▼

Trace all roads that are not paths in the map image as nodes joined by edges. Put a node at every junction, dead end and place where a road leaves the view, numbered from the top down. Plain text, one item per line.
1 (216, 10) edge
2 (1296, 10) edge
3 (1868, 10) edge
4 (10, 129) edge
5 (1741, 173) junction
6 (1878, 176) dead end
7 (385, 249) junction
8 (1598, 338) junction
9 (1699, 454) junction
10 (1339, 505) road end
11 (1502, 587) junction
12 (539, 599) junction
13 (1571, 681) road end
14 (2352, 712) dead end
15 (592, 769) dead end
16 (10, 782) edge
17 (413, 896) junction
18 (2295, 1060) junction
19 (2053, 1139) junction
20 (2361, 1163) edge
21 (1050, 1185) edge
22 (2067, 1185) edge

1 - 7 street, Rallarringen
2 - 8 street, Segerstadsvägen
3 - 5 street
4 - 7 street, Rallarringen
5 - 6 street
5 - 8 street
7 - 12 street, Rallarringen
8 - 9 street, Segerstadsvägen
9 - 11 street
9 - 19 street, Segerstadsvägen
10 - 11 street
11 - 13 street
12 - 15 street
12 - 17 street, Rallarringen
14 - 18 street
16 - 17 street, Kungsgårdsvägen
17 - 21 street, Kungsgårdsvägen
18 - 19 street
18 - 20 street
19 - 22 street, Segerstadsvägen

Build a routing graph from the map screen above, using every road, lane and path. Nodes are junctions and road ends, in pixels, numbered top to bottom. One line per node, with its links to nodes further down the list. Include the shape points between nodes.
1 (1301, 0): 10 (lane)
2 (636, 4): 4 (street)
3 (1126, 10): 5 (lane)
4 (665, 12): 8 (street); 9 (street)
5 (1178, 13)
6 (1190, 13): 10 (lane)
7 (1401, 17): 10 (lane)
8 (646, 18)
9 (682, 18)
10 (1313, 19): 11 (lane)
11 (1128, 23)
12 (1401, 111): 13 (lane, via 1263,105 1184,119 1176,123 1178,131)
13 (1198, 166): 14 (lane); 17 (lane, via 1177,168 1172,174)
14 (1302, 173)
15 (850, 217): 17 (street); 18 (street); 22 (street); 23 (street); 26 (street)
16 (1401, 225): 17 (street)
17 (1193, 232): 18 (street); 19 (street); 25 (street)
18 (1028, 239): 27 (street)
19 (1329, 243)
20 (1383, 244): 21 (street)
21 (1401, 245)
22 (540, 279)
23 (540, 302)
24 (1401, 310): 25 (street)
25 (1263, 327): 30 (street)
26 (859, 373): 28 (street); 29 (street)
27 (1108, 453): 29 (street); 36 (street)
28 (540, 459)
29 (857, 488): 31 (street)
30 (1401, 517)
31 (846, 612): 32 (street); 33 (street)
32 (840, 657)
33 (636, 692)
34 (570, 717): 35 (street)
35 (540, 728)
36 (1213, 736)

▲

■ Brief: Nothing but the lines from the line containing "Build a routing" through the final line of the entries should appear in your answer, copied exactly.

■ Written answer:
Build a routing graph from the map screen above, using every road, lane and path. Nodes are junctions and road ends, in pixels, numbered top to bottom. One line per node, with its links to nodes further down the list. Include the shape points between nodes.
1 (1301, 0): 10 (lane)
2 (636, 4): 4 (street)
3 (1126, 10): 5 (lane)
4 (665, 12): 8 (street); 9 (street)
5 (1178, 13)
6 (1190, 13): 10 (lane)
7 (1401, 17): 10 (lane)
8 (646, 18)
9 (682, 18)
10 (1313, 19): 11 (lane)
11 (1128, 23)
12 (1401, 111): 13 (lane, via 1263,105 1184,119 1176,123 1178,131)
13 (1198, 166): 14 (lane); 17 (lane, via 1177,168 1172,174)
14 (1302, 173)
15 (850, 217): 17 (street); 18 (street); 22 (street); 23 (street); 26 (street)
16 (1401, 225): 17 (street)
17 (1193, 232): 18 (street); 19 (street); 25 (street)
18 (1028, 239): 27 (street)
19 (1329, 243)
20 (1383, 244): 21 (street)
21 (1401, 245)
22 (540, 279)
23 (540, 302)
24 (1401, 310): 25 (street)
25 (1263, 327): 30 (street)
26 (859, 373): 28 (street); 29 (street)
27 (1108, 453): 29 (street); 36 (street)
28 (540, 459)
29 (857, 488): 31 (street)
30 (1401, 517)
31 (846, 612): 32 (street); 33 (street)
32 (840, 657)
33 (636, 692)
34 (570, 717): 35 (street)
35 (540, 728)
36 (1213, 736)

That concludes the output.